In spite of their efforts, no second baby quickened in Royal’s womb. She spent days on her knees, bruising them against the hard stone floor of the chapel, praying it was not too late. The fertile years were running out, but surely she would bear a child soon. A live child. She had to. If she did not, and her courses stopped, it would all have been for nothing. Betraying her father, spending time in exile, enduring Fritz’s temper . . . All for nothing.
Shaking off the terrible thought, she put down the cards and went to join her ladies. She could not waste time with regret. The King was too deranged to understand she was on the other side now. Without his disapproval, how could she repent? The war was over for Württemberg. In a bitter winter, she was warm and safe inside her luxurious palace with its marble corridors and swagged curtains. If they hadn’t joined Napoleon, she would not be supervising the placement of holly or savouring the tang of orange peel in the air; she’d be preparing for another winter in exile.
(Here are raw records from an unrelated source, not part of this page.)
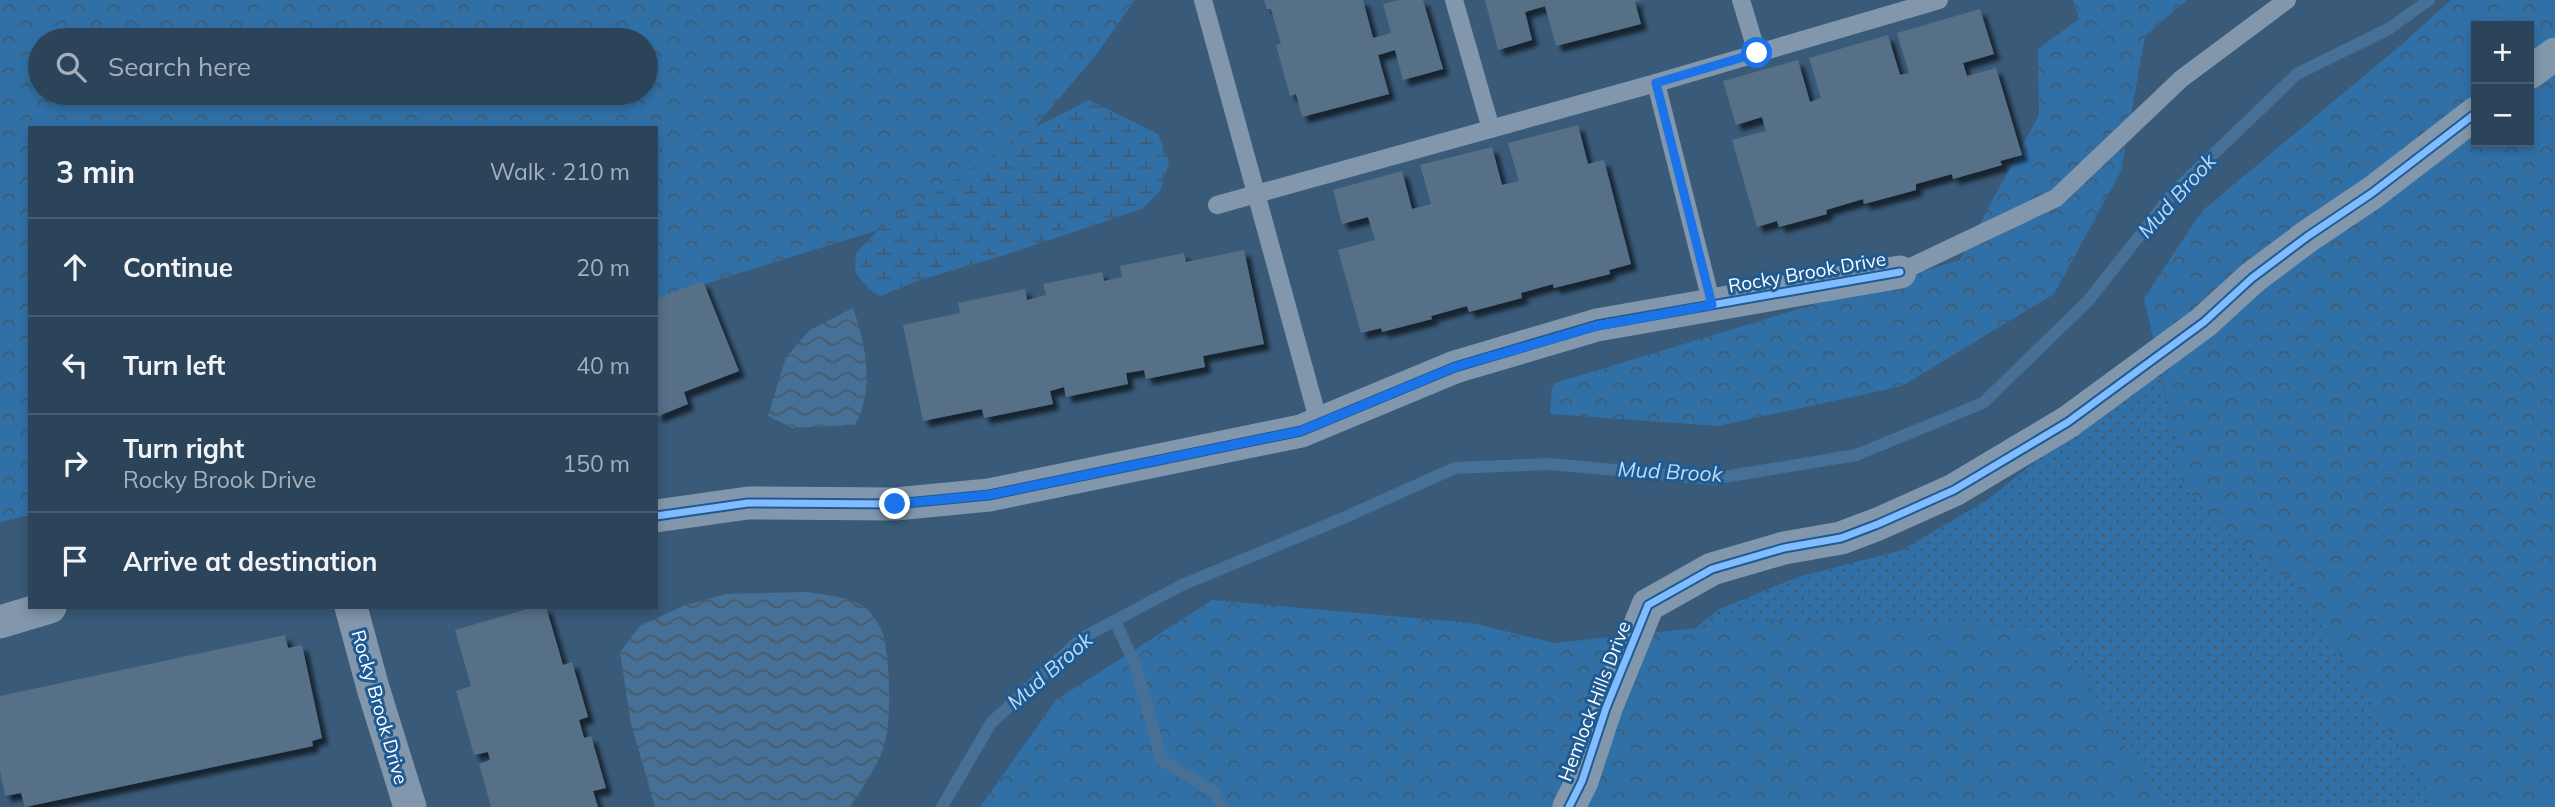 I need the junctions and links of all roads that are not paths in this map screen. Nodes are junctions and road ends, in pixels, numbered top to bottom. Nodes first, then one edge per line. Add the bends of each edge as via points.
1 (1203, 0) edge
2 (1454, 0) edge
3 (1741, 0) edge
4 (1938, 0) edge
5 (2287, 0) edge
6 (1757, 53) junction
7 (2555, 54) edge
8 (2534, 69) edge
9 (1656, 83) junction
10 (2471, 117) edge
11 (1491, 129) junction
12 (1256, 195) junction
13 (1217, 205) dead end
14 (1900, 272) joint
15 (1712, 305) junction
16 (1319, 424) junction
17 (658, 516) edge
18 (43, 609) edge
19 (352, 609) edge
20 (0, 622) edge
21 (410, 807) edge
22 (1569, 807) edge

1 - 12 lane
2 - 11 lane
3 - 6 lane
4 - 6 lane
5 - 14 lane via 2181,79 2056,198
6 - 9 lane
7 - 8 street
9 - 11 lane
9 - 15 lane
10 - 22 street, Hemlock Hills Drive via 2252,278 2204,322 2068,422 1965,483 1878,524 1841,538 1784,548 1712,569 1648,605
11 - 12 lane
12 - 13 lane
12 - 16 lane
14 - 15 street, Rocky Brook Drive
15 - 16 street, Rocky Brook Drive via 1597,326 1455,367
16 - 17 street, Rocky Brook Drive via 989,495 895,504 748,503
18 - 20 street
19 - 21 street, Rocky Brook Drive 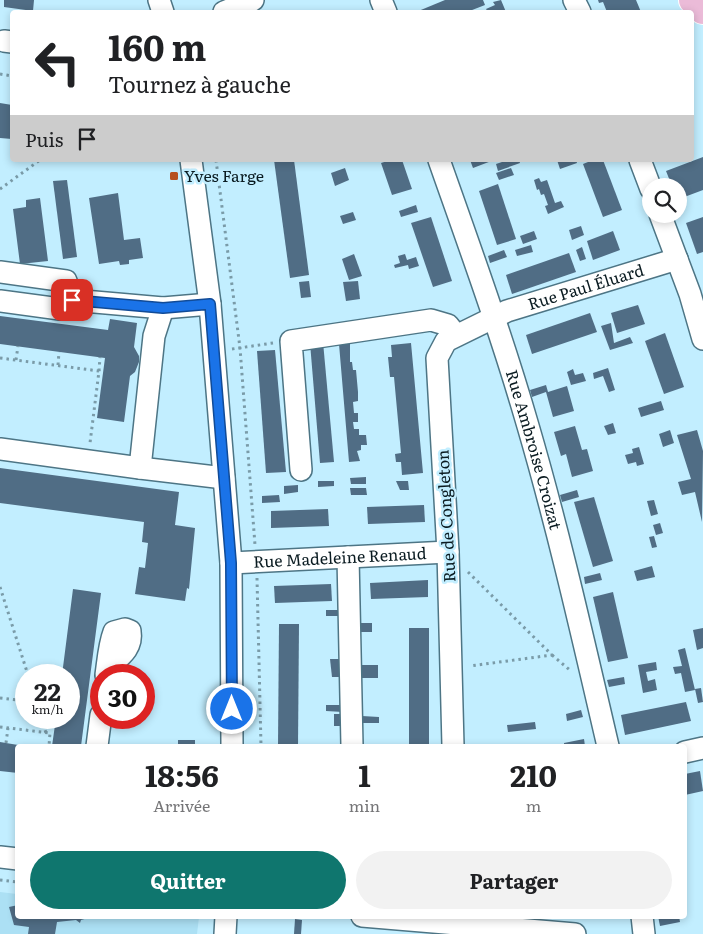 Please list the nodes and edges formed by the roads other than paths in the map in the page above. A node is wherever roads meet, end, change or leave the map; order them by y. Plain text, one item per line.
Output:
1 (253, 0) edge
2 (693, 0) edge
3 (229, 10) edge
4 (703, 10) edge
5 (191, 162) edge
6 (439, 162) edge
7 (641, 162) edge
8 (647, 178) edge
9 (663, 223) edge
10 (677, 259) junction
11 (0, 272) edge
12 (72, 300) junction
13 (0, 301) edge
14 (210, 304) junction
15 (163, 308) junction
16 (494, 318) junction
17 (456, 335) junction
18 (703, 339) edge
19 (0, 449) edge
20 (140, 468) junction
21 (301, 470) dead end
22 (224, 478) junction
23 (448, 552) junction
24 (348, 557) junction
25 (231, 563) junction
26 (99, 729) edge
27 (97, 744) edge
28 (232, 744) edge
29 (352, 744) edge
30 (453, 744) edge
31 (608, 744) edge
32 (703, 748) edge
33 (687, 752) edge
34 (0, 857) edge
35 (15, 859) edge
36 (226, 919) edge
37 (427, 919) edge
38 (642, 919) edge
39 (449, 920) edge
40 (224, 934) edge
41 (575, 934) edge
42 (644, 934) edge

1 - 3 street
2 - 4 main road
5 - 14 street
6 - 16 street, Rue Ambroise Croizat
7 - 8 street
9 - 10 street
10 - 16 street, Rue Paul Éluard
10 - 18 street
11 - 12 street
12 - 13 street
12 - 15 street
14 - 15 street
14 - 22 street
15 - 20 street
16 - 17 street, Rue de Congleton
16 - 31 street, Rue Ambroise Croizat
17 - 21 street
17 - 23 street, Rue de Congleton
19 - 20 street
20 - 22 street
22 - 25 street
23 - 24 street, Rue Madeleine Renaud
23 - 30 street, Rue de Congleton
24 - 25 street, Rue Madeleine Renaud
24 - 29 street
25 - 28 street
26 - 27 street
32 - 33 street
34 - 35 street
36 - 40 street
37 - 39 street
38 - 42 street
39 - 41 street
The door crashed open and Fritz strode into the room with an entourage of jubilant men. ‘Charlotte, get changed at once.’
Obediently, Royal stood and her ladies flew to the closet. ‘What shall I wear?’
He beamed at her. ‘My love, wear your most magnificent gown.’
She couldn’t read his face. She had never seen him this happy, not even when she told him she was with child. ‘Where are we going?’
‘To church. We must give thanks.’
‘What for, my dear? Tell me what for!’
His strong hands gripped her shoulders and pulled her straight. ‘Stand tall, Charlotte. Today you have been made Queen of Württemberg.’
The ladies gasped. Royal stood, stunned. ‘Queen?’
‘Yes. Emperor Napoleon has made us a kingdom. We are King and Queen.’
Dizziness swept over her. It was too good to be true, too wonderful for words. Queen Charlotte of Württemberg! All those years and now she had finally done it – she had beaten her mother. The Queen of England could look down on her no more – Royal was her equal. Despite the attendants, she flung herself into Fritz’s arms.
His belly rumbled with a hearty chuckle. ‘Go on then, dress, dress! I expect you to look every inch a queen.’
The men bowed to Royal before escorting Fritz back out of the room. The instant the door clicked shut, the ladies erupted in a giggle of hysterical joy.
‘A queen!’ cried Madame de Spiegel. ‘I will call you Your Majesty!’
Royal laughed. ‘Oh yes,’ she said with mock severity. ‘Make sure you start at once!’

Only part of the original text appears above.